== EXERCISE GOAL ==
Count the lines in the records that hold the string "road". Only the number should be given.

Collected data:
============================================================

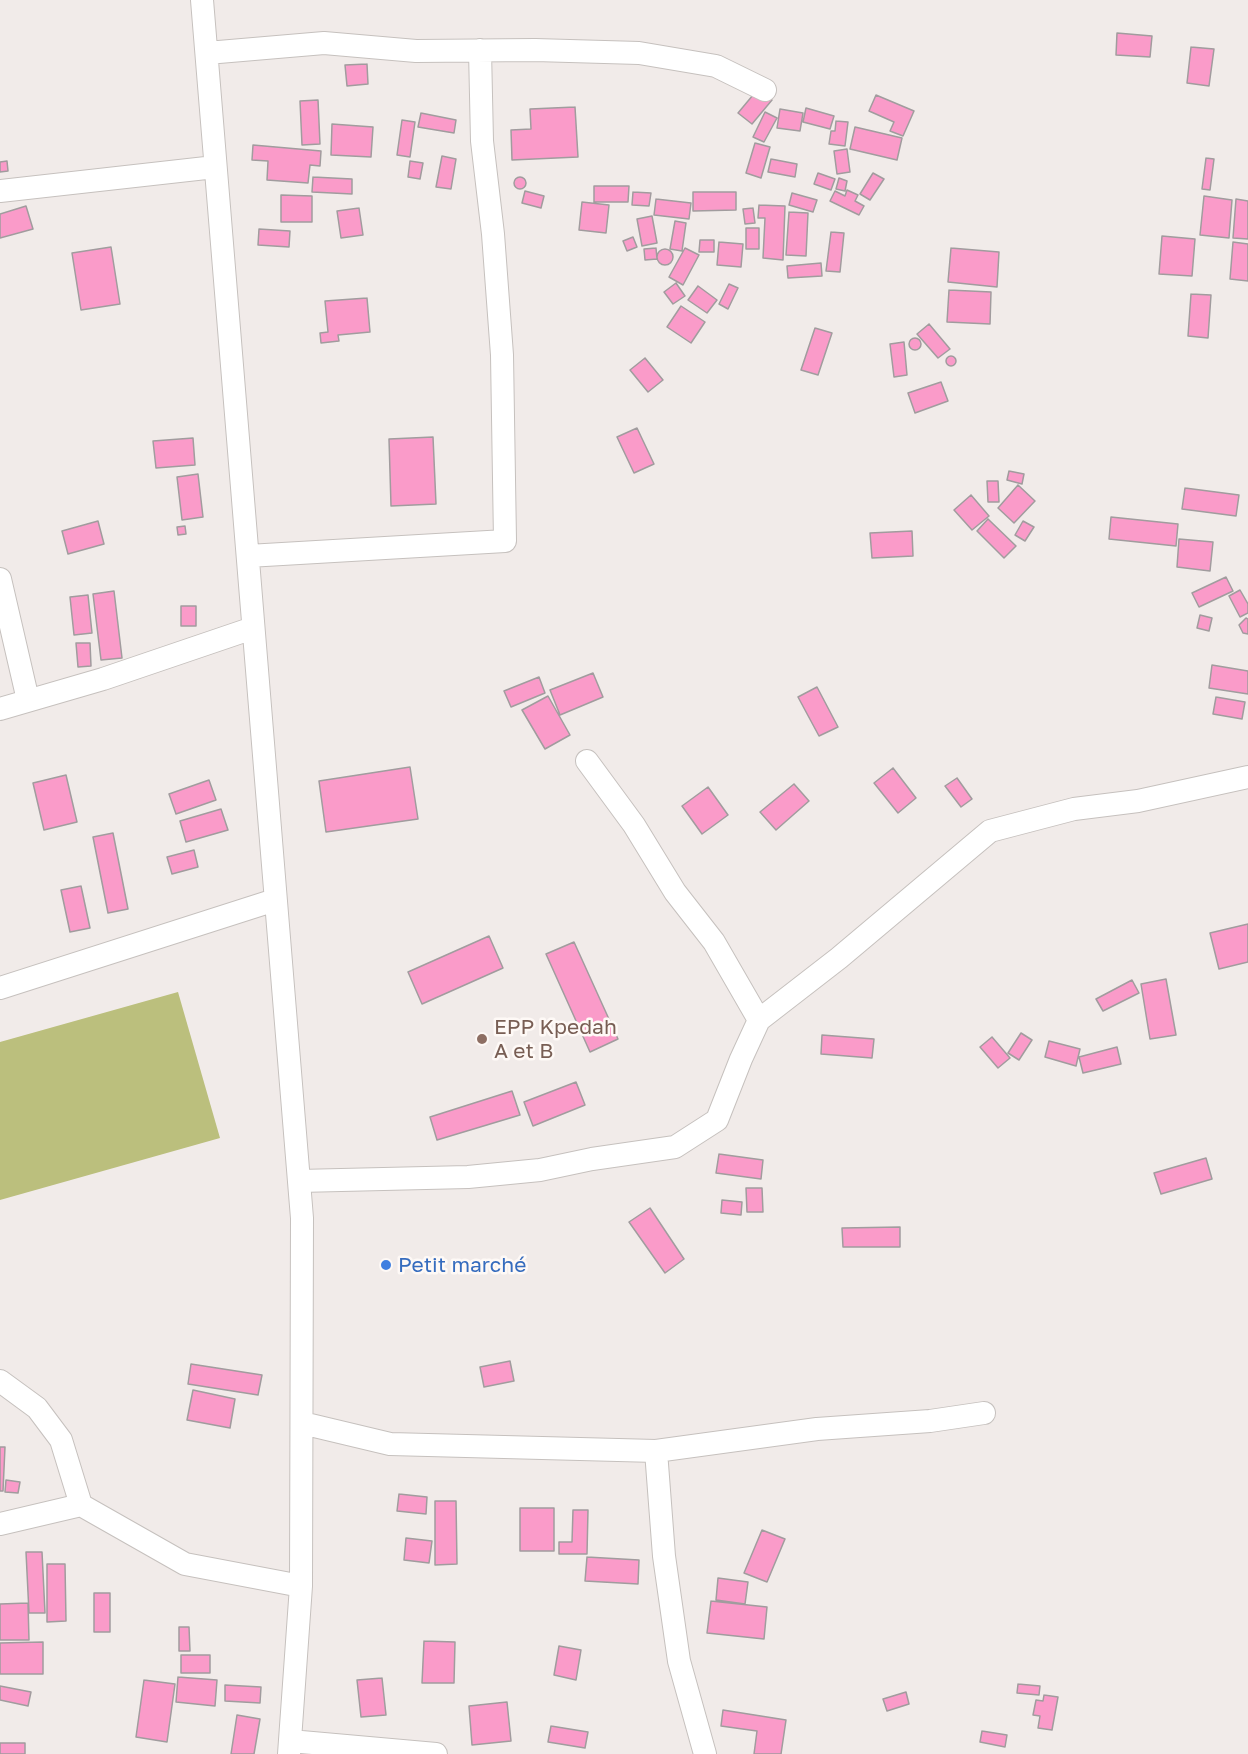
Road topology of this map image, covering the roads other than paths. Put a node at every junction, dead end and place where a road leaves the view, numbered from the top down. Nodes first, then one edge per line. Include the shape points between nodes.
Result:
1 (202, 0) edge
2 (480, 50) junction
3 (207, 53) junction
4 (765, 90) dead end
5 (215, 167) junction
6 (0, 190) edge
7 (248, 556) junction
8 (0, 579) edge
9 (253, 628) junction
10 (28, 700) junction
11 (0, 709) edge
12 (587, 761) dead end
13 (1248, 777) edge
14 (275, 900) junction
15 (0, 988) edge
16 (759, 1020) junction
17 (299, 1181) junction
18 (0, 1381) edge
19 (984, 1413) dead end
20 (302, 1424) junction
21 (656, 1451) junction
22 (81, 1505) junction
23 (0, 1524) edge
24 (301, 1586) junction
25 (289, 1748) edge
26 (436, 1754) edge
27 (705, 1754) edge

1 - 3 street
2 - 3 street via 416,51 324,43
2 - 4 street via 639,53 716,66
2 - 7 street via 482,141 502,355 505,541
3 - 5 street
5 - 6 street
5 - 7 street
7 - 9 street
8 - 10 street
9 - 10 street
9 - 14 street
10 - 11 street
12 - 16 street via 634,825 675,892 714,942
13 - 16 street via 1138,801 1074,809 990,831
14 - 15 street
14 - 17 street
16 - 17 street via 717,1120 675,1147 540,1170 468,1177
17 - 20 street
18 - 22 street via 37,1408 61,1440
19 - 21 street via 817,1429
20 - 21 street via 390,1444
20 - 24 street
21 - 27 street via 664,1556 679,1661
22 - 23 street
22 - 24 street via 185,1564
24 - 25 street
25 - 26 street

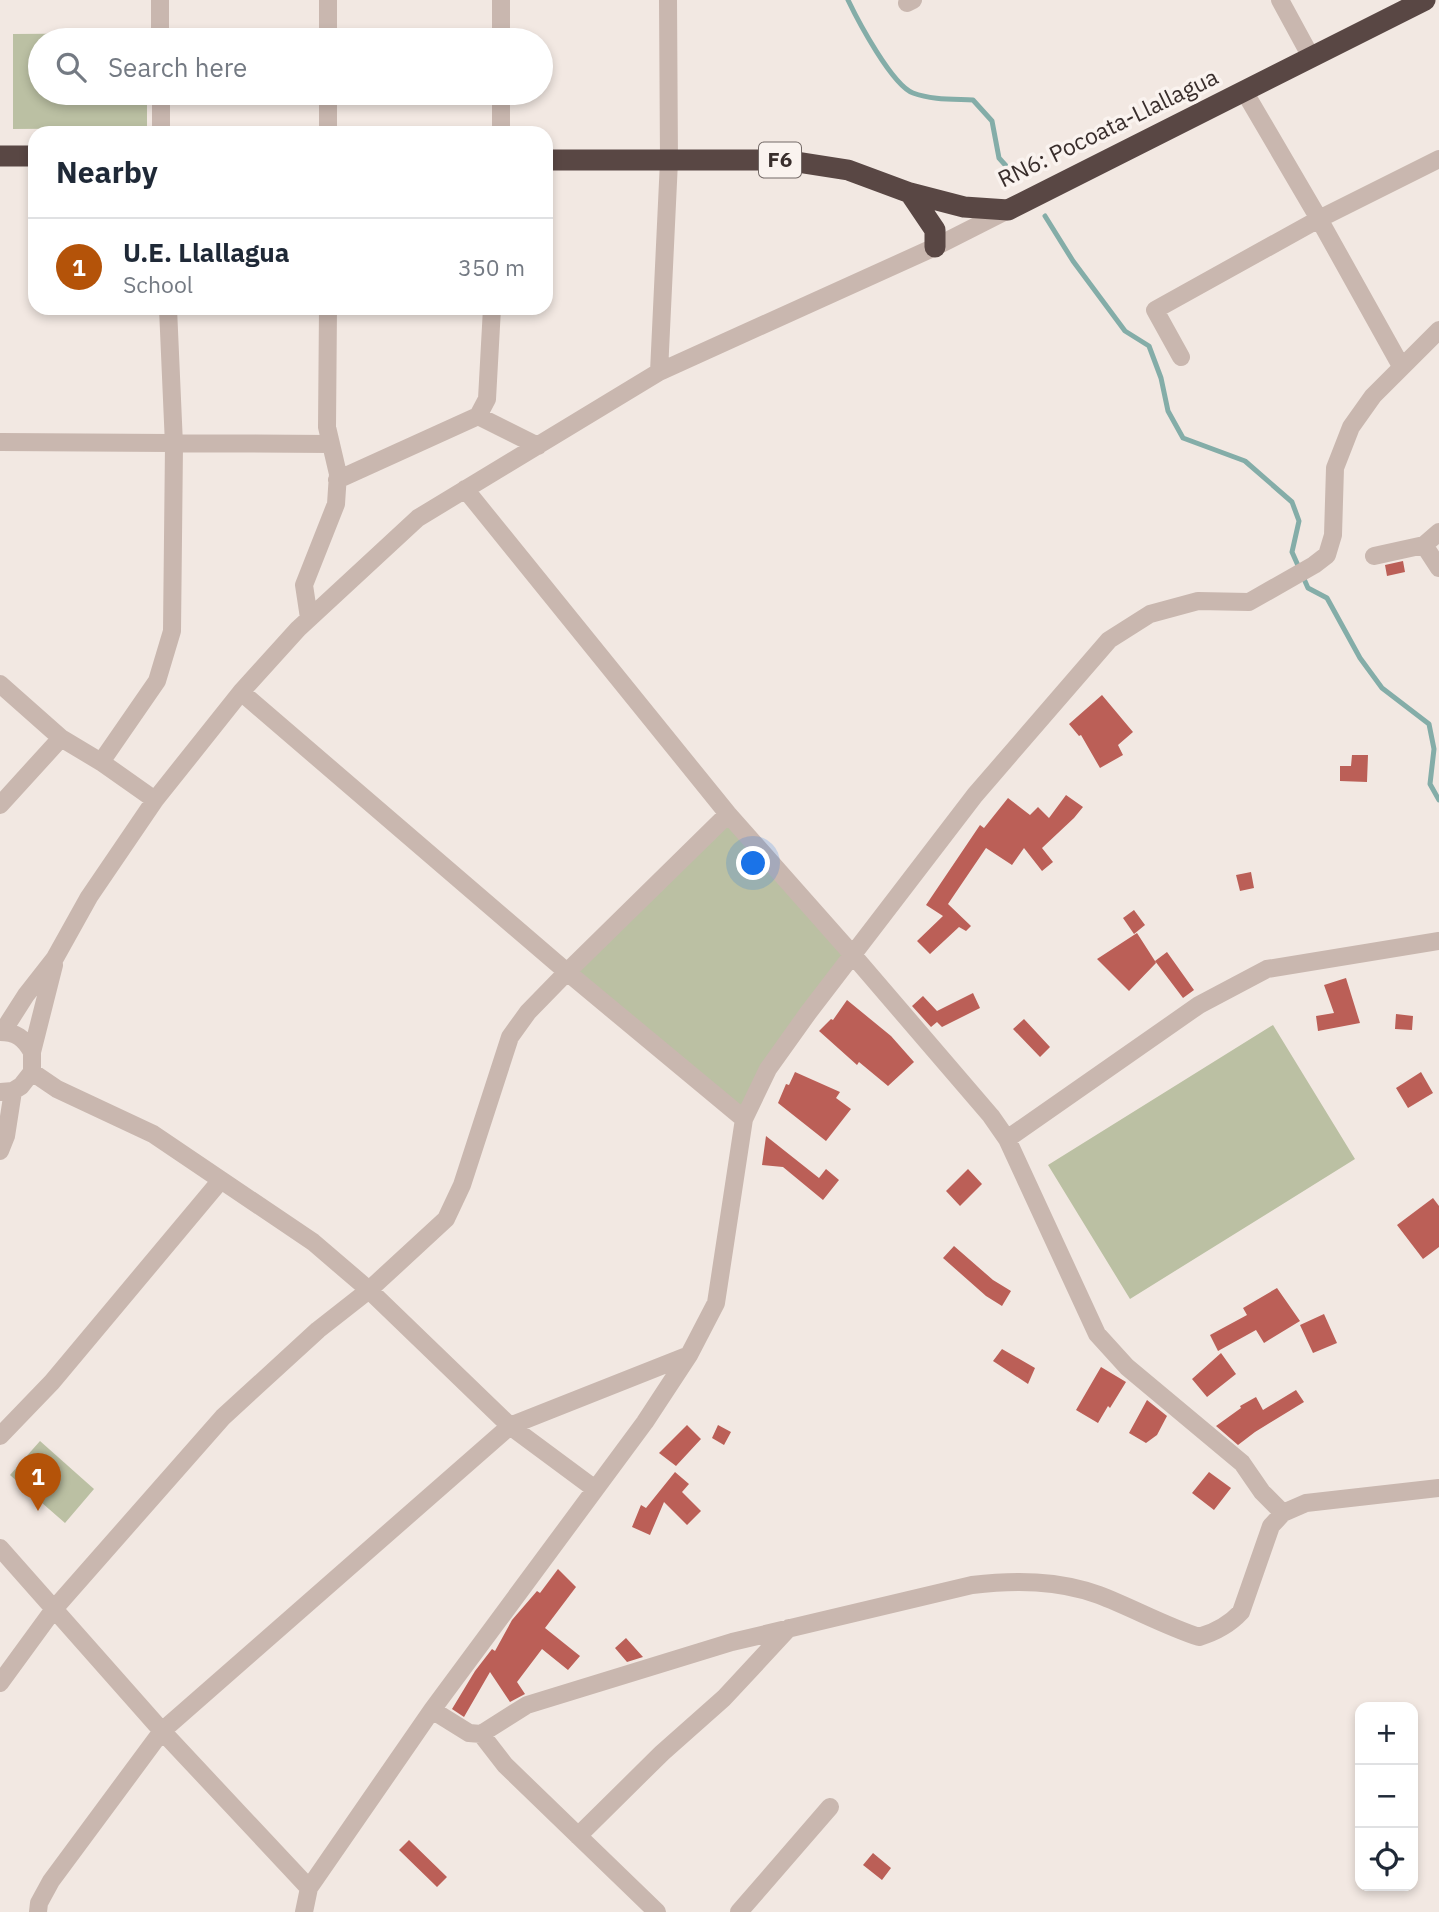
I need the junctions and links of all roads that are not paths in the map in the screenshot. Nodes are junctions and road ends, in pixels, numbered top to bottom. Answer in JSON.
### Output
{"nodes":[{"id":1,"x":160,"y":0,"type":"edge"},
{"id":2,"x":328,"y":0,"type":"edge"},
{"id":3,"x":501,"y":0,"type":"edge"},
{"id":4,"x":668,"y":0,"type":"edge"},
{"id":5,"x":1280,"y":0,"type":"edge"},
{"id":6,"x":1425,"y":0,"type":"edge"},
{"id":7,"x":160,"y":28,"type":"edge"},
{"id":8,"x":328,"y":28,"type":"edge"},
{"id":9,"x":501,"y":28,"type":"edge"},
{"id":10,"x":1311,"y":57,"type":"junction"},
{"id":11,"x":1244,"y":91,"type":"junction"},
{"id":12,"x":161,"y":105,"type":"edge"},
{"id":13,"x":328,"y":105,"type":"edge"},
{"id":14,"x":501,"y":105,"type":"edge"},
{"id":15,"x":161,"y":126,"type":"edge"},
{"id":16,"x":328,"y":126,"type":"edge"},
{"id":17,"x":500,"y":126,"type":"edge"},
{"id":18,"x":0,"y":156,"type":"edge"},
{"id":19,"x":28,"y":156,"type":"edge"},
{"id":20,"x":1439,"y":159,"type":"edge"},
{"id":21,"x":553,"y":160,"type":"edge"},
{"id":22,"x":670,"y":161,"type":"junction"},
{"id":23,"x":909,"y":193,"type":"junction"},
{"id":24,"x":1008,"y":210,"type":"junction"},
{"id":25,"x":1319,"y":219,"type":"junction"},
{"id":26,"x":935,"y":247,"type":"junction"},
{"id":27,"x":168,"y":315,"type":"edge"},
{"id":28,"x":328,"y":315,"type":"edge"},
{"id":29,"x":492,"y":315,"type":"edge"},
{"id":30,"x":1439,"y":330,"type":"edge"},
{"id":31,"x":1181,"y":357,"type":"dead end"},
{"id":32,"x":1401,"y":366,"type":"junction"},
{"id":33,"x":659,"y":372,"type":"junction"},
{"id":34,"x":478,"y":416,"type":"junction"},
{"id":35,"x":0,"y":441,"type":"edge"},
{"id":36,"x":174,"y":444,"type":"junction"},
{"id":37,"x":331,"y":444,"type":"junction"},
{"id":38,"x":538,"y":446,"type":"junction"},
{"id":39,"x":0,"y":453,"type":"edge"},
{"id":40,"x":337,"y":480,"type":"junction"},
{"id":41,"x":465,"y":489,"type":"junction"},
{"id":42,"x":1439,"y":532,"type":"edge"},
{"id":43,"x":1424,"y":545,"type":"junction"},
{"id":44,"x":1374,"y":556,"type":"dead end"},
{"id":45,"x":1439,"y":568,"type":"edge"},
{"id":46,"x":309,"y":618,"type":"junction"},
{"id":47,"x":0,"y":684,"type":"edge"},
{"id":48,"x":241,"y":692,"type":"junction"},
{"id":49,"x":61,"y":738,"type":"junction"},
{"id":50,"x":101,"y":762,"type":"junction"},
{"id":51,"x":156,"y":800,"type":"junction"},
{"id":52,"x":0,"y":805,"type":"edge"},
{"id":53,"x":728,"y":814,"type":"junction"},
{"id":54,"x":1439,"y":941,"type":"edge"},
{"id":55,"x":852,"y":954,"type":"junction"},
{"id":56,"x":55,"y":957,"type":"junction"},
{"id":57,"x":567,"y":972,"type":"junction"},
{"id":58,"x":1,"y":1031,"type":"edge"},
{"id":59,"x":32,"y":1052,"type":"junction"},
{"id":60,"x":32,"y":1072,"type":"junction"},
{"id":61,"x":7,"y":1091,"type":"edge"},
{"id":62,"x":744,"y":1119,"type":"junction"},
{"id":63,"x":1007,"y":1139,"type":"junction"},
{"id":64,"x":0,"y":1151,"type":"edge"},
{"id":65,"x":221,"y":1180,"type":"junction"},
{"id":66,"x":369,"y":1290,"type":"junction"},
{"id":67,"x":689,"y":1355,"type":"junction"},
{"id":68,"x":510,"y":1426,"type":"junction"},
{"id":69,"x":0,"y":1436,"type":"edge"},
{"id":70,"x":595,"y":1489,"type":"junction"},
{"id":71,"x":1439,"y":1489,"type":"edge"},
{"id":72,"x":1283,"y":1513,"type":"junction"},
{"id":73,"x":0,"y":1548,"type":"edge"},
{"id":74,"x":54,"y":1609,"type":"junction"},
{"id":75,"x":789,"y":1628,"type":"junction"},
{"id":76,"x":0,"y":1683,"type":"edge"},
{"id":77,"x":432,"y":1710,"type":"junction"},
{"id":78,"x":162,"y":1731,"type":"junction"},
{"id":79,"x":481,"y":1734,"type":"junction"},
{"id":80,"x":830,"y":1807,"type":"dead end"},
{"id":81,"x":578,"y":1836,"type":"junction"},
{"id":82,"x":309,"y":1888,"type":"junction"},
{"id":83,"x":38,"y":1912,"type":"edge"},
{"id":84,"x":304,"y":1912,"type":"edge"},
{"id":85,"x":657,"y":1912,"type":"edge"},
{"id":86,"x":739,"y":1912,"type":"edge"}],
"edges":[{"from":1,"to":7,"type":"street"},
{"from":2,"to":8,"type":"street"},
{"from":3,"to":9,"type":"street"},
{"from":4,"to":22,"type":"street"},
{"from":5,"to":10,"type":"street"},
{"from":6,"to":10,"type":"highway","name":"RN6: Pocoata-Llallagua"},
{"from":10,"to":11,"type":"highway","name":"RN6: Pocoata-Llallagua"},
{"from":11,"to":24,"type":"highway","name":"RN6: Pocoata-Llallagua"},
{"from":11,"to":25,"type":"street"},
{"from":12,"to":15,"type":"street"},
{"from":13,"to":16,"type":"street"},
{"from":14,"to":17,"type":"street"},
{"from":18,"to":19,"type":"highway"},
{"from":20,"to":25,"type":"street"},
{"from":21,"to":22,"type":"highway","name":"RN6: Pocoata-Llallagua","number":"F6"},
{"from":22,"to":23,"type":"highway","name":"RN6: Pocoata-Llallagua","number":"F6"},
{"from":22,"to":33,"type":"street"},
{"from":23,"to":24,"type":"highway","name":"RN6: Pocoata-Llallagua","number":"F6"},
{"from":23,"to":26,"type":"highway"},
{"from":24,"to":26,"type":"street"},
{"from":25,"to":31,"type":"street"},
{"from":25,"to":32,"type":"street"},
{"from":26,"to":33,"type":"street"},
{"from":27,"to":36,"type":"street"},
{"from":28,"to":37,"type":"street"},
{"from":29,"to":34,"type":"street"},
{"from":30,"to":32,"type":"street"},
{"from":32,"to":55,"type":"street"},
{"from":33,"to":38,"type":"street"},
{"from":34,"to":38,"type":"street"},
{"from":34,"to":40,"type":"street"},
{"from":35,"to":36,"type":"street"},
{"from":35,"to":39,"type":"street"},
{"from":36,"to":37,"type":"street"},
{"from":36,"to":50,"type":"street"},
{"from":37,"to":40,"type":"street"},
{"from":38,"to":41,"type":"street"},
{"from":40,"to":46,"type":"street"},
{"from":41,"to":46,"type":"street"},
{"from":41,"to":53,"type":"street"},
{"from":42,"to":43,"type":"street"},
{"from":43,"to":44,"type":"street"},
{"from":43,"to":45,"type":"street"},
{"from":46,"to":48,"type":"street"},
{"from":47,"to":49,"type":"street"},
{"from":48,"to":51,"type":"street"},
{"from":48,"to":57,"type":"street"},
{"from":49,"to":50,"type":"street"},
{"from":49,"to":52,"type":"street"},
{"from":50,"to":51,"type":"street"},
{"from":51,"to":56,"type":"street"},
{"from":53,"to":55,"type":"street"},
{"from":53,"to":57,"type":"street"},
{"from":54,"to":63,"type":"street"},
{"from":55,"to":62,"type":"street"},
{"from":55,"to":63,"type":"street"},
{"from":56,"to":58,"type":"street"},
{"from":56,"to":59,"type":"street"},
{"from":57,"to":62,"type":"street"},
{"from":57,"to":66,"type":"street"},
{"from":58,"to":59,"type":"street"},
{"from":59,"to":60,"type":"street"},
{"from":60,"to":61,"type":"street"},
{"from":60,"to":65,"type":"street"},
{"from":61,"to":64,"type":"street"},
{"from":62,"to":67,"type":"street"},
{"from":63,"to":72,"type":"street"},
{"from":65,"to":66,"type":"street"},
{"from":65,"to":69,"type":"street"},
{"from":66,"to":68,"type":"street"},
{"from":66,"to":74,"type":"street"},
{"from":67,"to":68,"type":"street"},
{"from":67,"to":70,"type":"street"},
{"from":68,"to":70,"type":"street"},
{"from":68,"to":78,"type":"street"},
{"from":70,"to":77,"type":"street"},
{"from":71,"to":72,"type":"street"},
{"from":72,"to":75,"type":"street"},
{"from":73,"to":74,"type":"street"},
{"from":74,"to":76,"type":"street"},
{"from":74,"to":78,"type":"street"},
{"from":75,"to":79,"type":"street"},
{"from":75,"to":81,"type":"street"},
{"from":77,"to":79,"type":"street"},
{"from":77,"to":82,"type":"street"},
{"from":78,"to":82,"type":"street"},
{"from":78,"to":83,"type":"street"},
{"from":79,"to":81,"type":"street"},
{"from":80,"to":86,"type":"street"},
{"from":81,"to":85,"type":"street"},
{"from":82,"to":84,"type":"street"}]}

============================================================

== TASK RESULT ==
2